<<<<
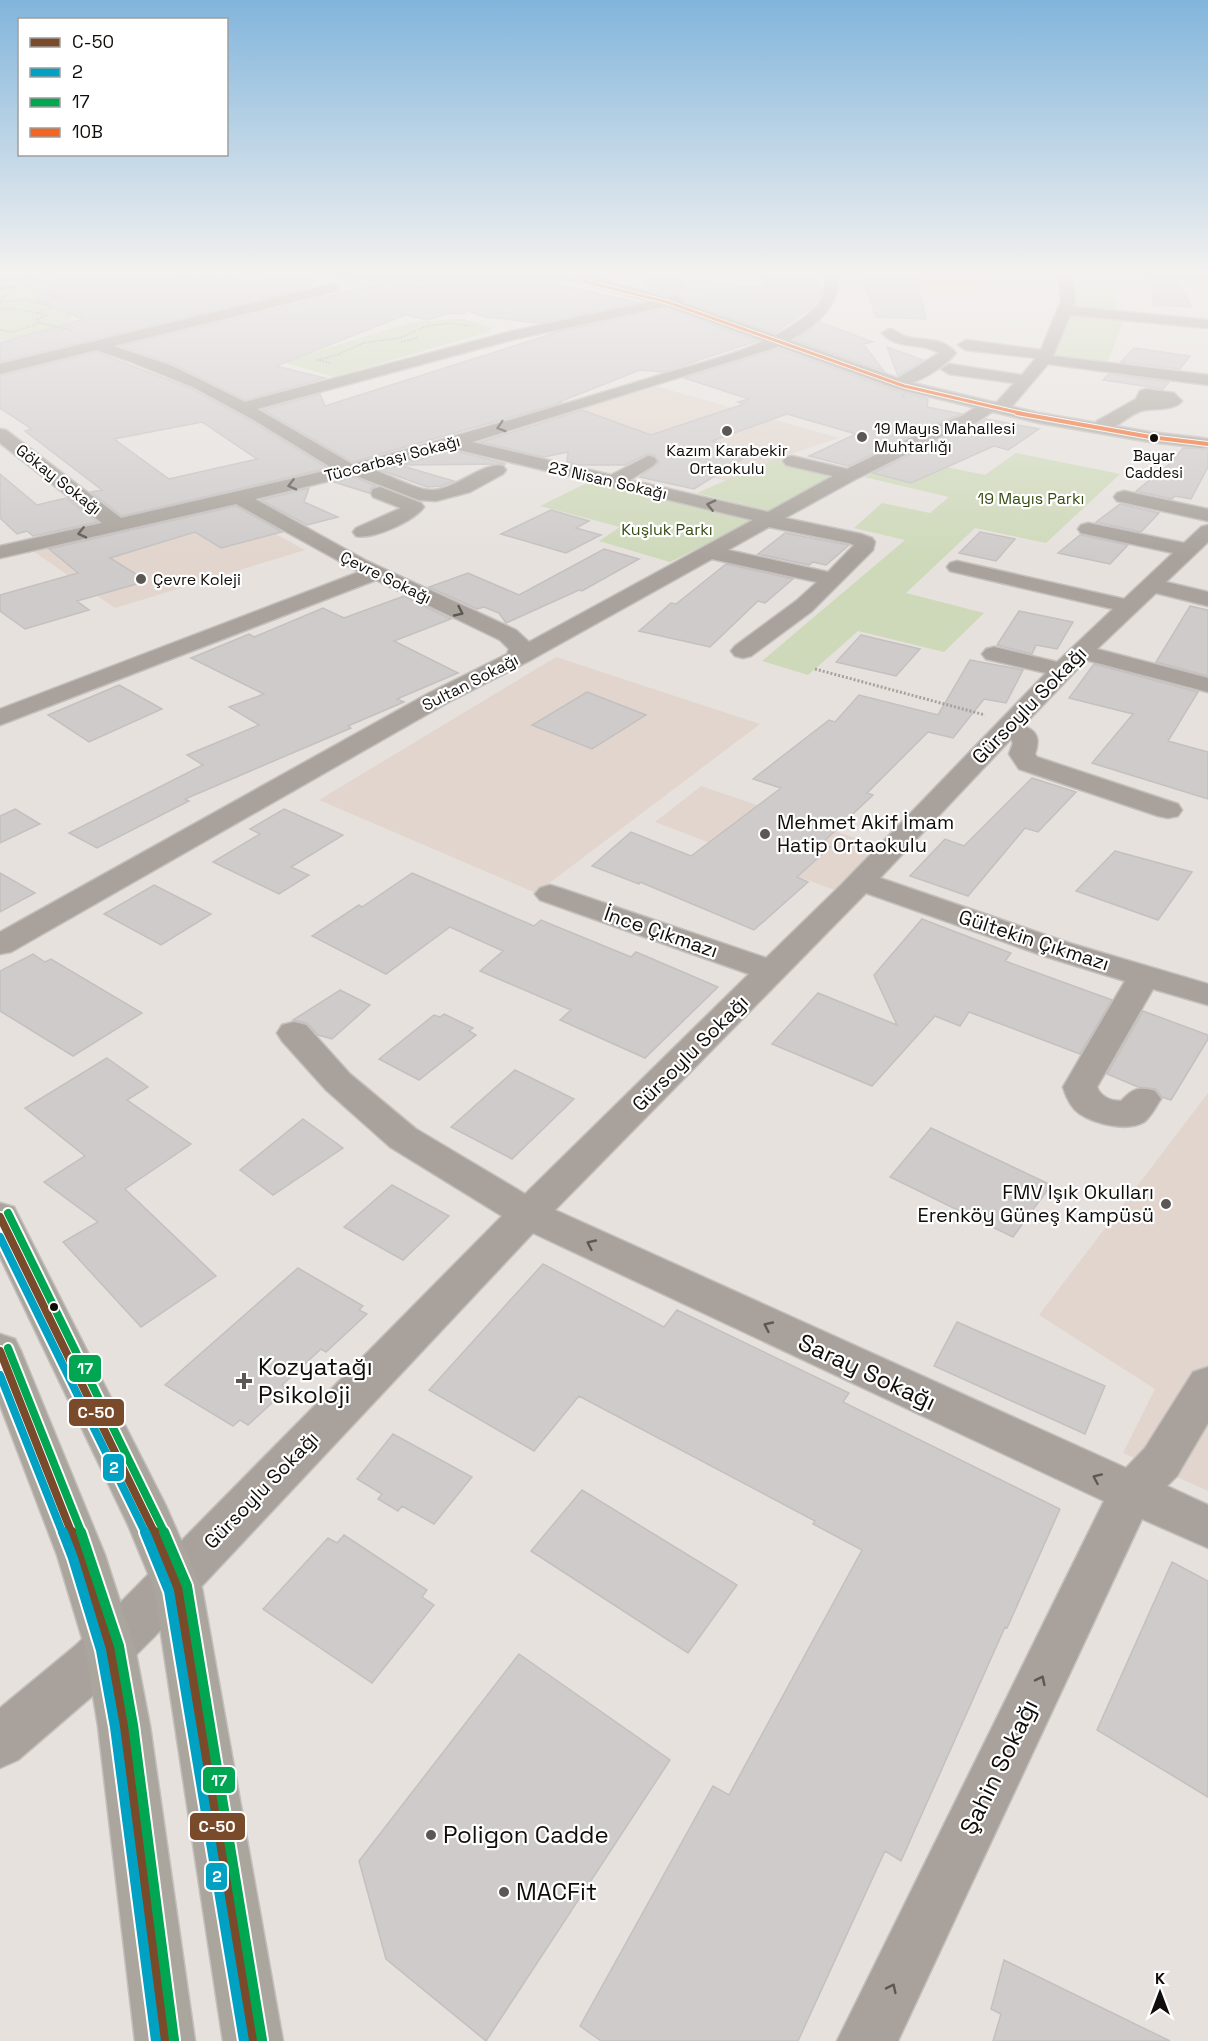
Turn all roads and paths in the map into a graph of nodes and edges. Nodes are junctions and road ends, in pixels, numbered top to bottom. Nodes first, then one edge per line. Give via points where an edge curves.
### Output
1 (163, 366) edge
2 (396, 366) edge
3 (693, 366) edge
4 (849, 366) edge
5 (860, 366) edge
6 (930, 366) edge
7 (1037, 366) edge
8 (1111, 366) edge
9 (949, 369) dead end
10 (1025, 380) junction
11 (1208, 380) edge
12 (904, 381) junction
13 (965, 402) junction
14 (995, 407) junction
15 (241, 408) junction
16 (1131, 408) dead end
17 (1102, 425) junction
18 (945, 428) junction
19 (0, 434) edge
20 (449, 443) junction
21 (1205, 443) edge
22 (568, 453) dead end
23 (648, 461) dead end
24 (792, 461) dead end
25 (532, 462) junction
26 (497, 470) dead end
27 (346, 471) junction
28 (849, 475) junction
29 (613, 482) junction
30 (1124, 497) dead end
31 (239, 498) junction
32 (1208, 515) edge
33 (766, 519) junction
34 (117, 525) junction
35 (1088, 529) dead end
36 (363, 532) dead end
37 (1196, 550) edge
38 (0, 552) edge
39 (708, 552) junction
40 (957, 567) dead end
41 (376, 573) junction
42 (832, 579) junction
43 (1150, 585) junction
44 (1208, 599) edge
45 (1128, 606) junction
46 (505, 633) junction
47 (556, 636) junction
48 (743, 651) dead end
49 (994, 654) dead end
50 (516, 659) junction
51 (1071, 661) junction
52 (815, 669) dead end
53 (1208, 685) edge
54 (0, 718) edge
55 (1008, 725) junction
56 (1168, 810) dead end
57 (861, 881) junction
58 (550, 894) dead end
59 (0, 945) edge
60 (772, 971) junction
61 (1144, 976) junction
62 (1208, 995) edge
63 (294, 1033) dead end
64 (1143, 1099) dead end
65 (528, 1214) junction
66 (0, 1218) edge
67 (0, 1351) edge
68 (1208, 1385) edge
69 (1131, 1493) junction
70 (1208, 1527) edge
71 (176, 1579) junction
72 (110, 1648) junction
73 (0, 1742) edge
74 (165, 2041) edge
75 (253, 2041) edge
76 (867, 2041) edge

1 - 15 street
2 - 15 street
3 -> 20 street, Tüccarbaşı Sokağı
4 - 13 main road via 892,383
5 - 12 main road
6 - 12 street
7 - 10 street, Sultan Sokağı
8 - 11 street
9 - 10 street
10 - 14 street, Sultan Sokağı
12 - 14 main road
13 - 14 main road
13 - 18 street, Sultan Sokağı via 972,407
14 - 17 main road
14 - 18 street, Sultan Sokağı
14 - 21 main road via 1134,434
15 - 27 street
16 - 17 street
17 - 21 main road
18 - 28 street, Sultan Sokağı
19 - 34 street, Gökay Sokağı
20 - 25 street, 23 Nisan Sokağı
20 - 27 street, Tüccarbaşı Sokağı
22 - 25 street
23 - 29 street
24 - 28 street
25 - 29 street, 23 Nisan Sokağı
26 - 27 street via 457,491 436,496
27 -> 31 street, Tüccarbaşı Sokağı
27 - 36 street via 414,507 404,516
28 - 33 street, Sultan Sokağı
33 -> 29 street, 23 Nisan Sokağı
30 - 32 street
31 - 34 street, Tüccarbaşı Sokağı
31 - 41 street, Çevre Sokağı
33 - 39 street, Sultan Sokağı
33 - 42 street, 23 Nisan Sokağı via 865,542 863,550
34 -> 38 street, Tüccarbaşı Sokağı
35 - 37 street
37 - 43 street, Gürsoylu Sokağı
39 - 42 street
39 - 47 street, Sultan Sokağı
40 - 45 street
41 -> 46 street, Çevre Sokağı
41 - 54 street
42 - 48 street via 804,606
43 - 44 street
43 - 45 street, Gürsoylu Sokağı
45 - 51 street, Gürsoylu Sokağı
46 - 47 street, Çevre Sokağı via 528,638
46 - 50 street via 521,648
47 - 50 street, Sultan Sokağı
49 - 51 street
50 - 59 street, Sultan Sokağı via 438,698
51 - 53 street
51 - 55 street, Gürsoylu Sokağı
52 - 55 path
55 - 56 street via 1024,735 1022,754 1028,763
55 - 57 street, Gürsoylu Sokağı
57 - 60 street, Gürsoylu Sokağı
57 - 61 street, Gültekin Çıkmazı
58 - 60 street, İnce Çıkmazı
60 - 65 street, Gürsoylu Sokağı
61 - 62 street, Gültekin Çıkmazı
61 - 64 street via 1080,1087 1084,1099 1111,1113 1131,1113
63 - 65 street, Saray Sokağı via 338,1082 403,1138
69 -> 65 street, Saray Sokağı
65 - 71 street, Gürsoylu Sokağı
66 - 71 main road
67 - 72 main road via 73,1534
68 - 69 street, Şahin Sokağı via 1161,1462
69 - 70 street, Saray Sokağı
76 -> 69 street, Şahin Sokağı
71 - 72 street, Gürsoylu Sokağı
71 - 75 main road
72 - 73 street, Gürsoylu Sokağı
72 - 74 main road via 124,1726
>>>>
*EXERCISE DIRECTIONS:* Scan the records for the word "Gültekin", and copy each line where it is found.

*WRITTEN ANSWER:*
57 - 61 street, Gültekin Çıkmazı
61 - 62 street, Gültekin Çıkmazı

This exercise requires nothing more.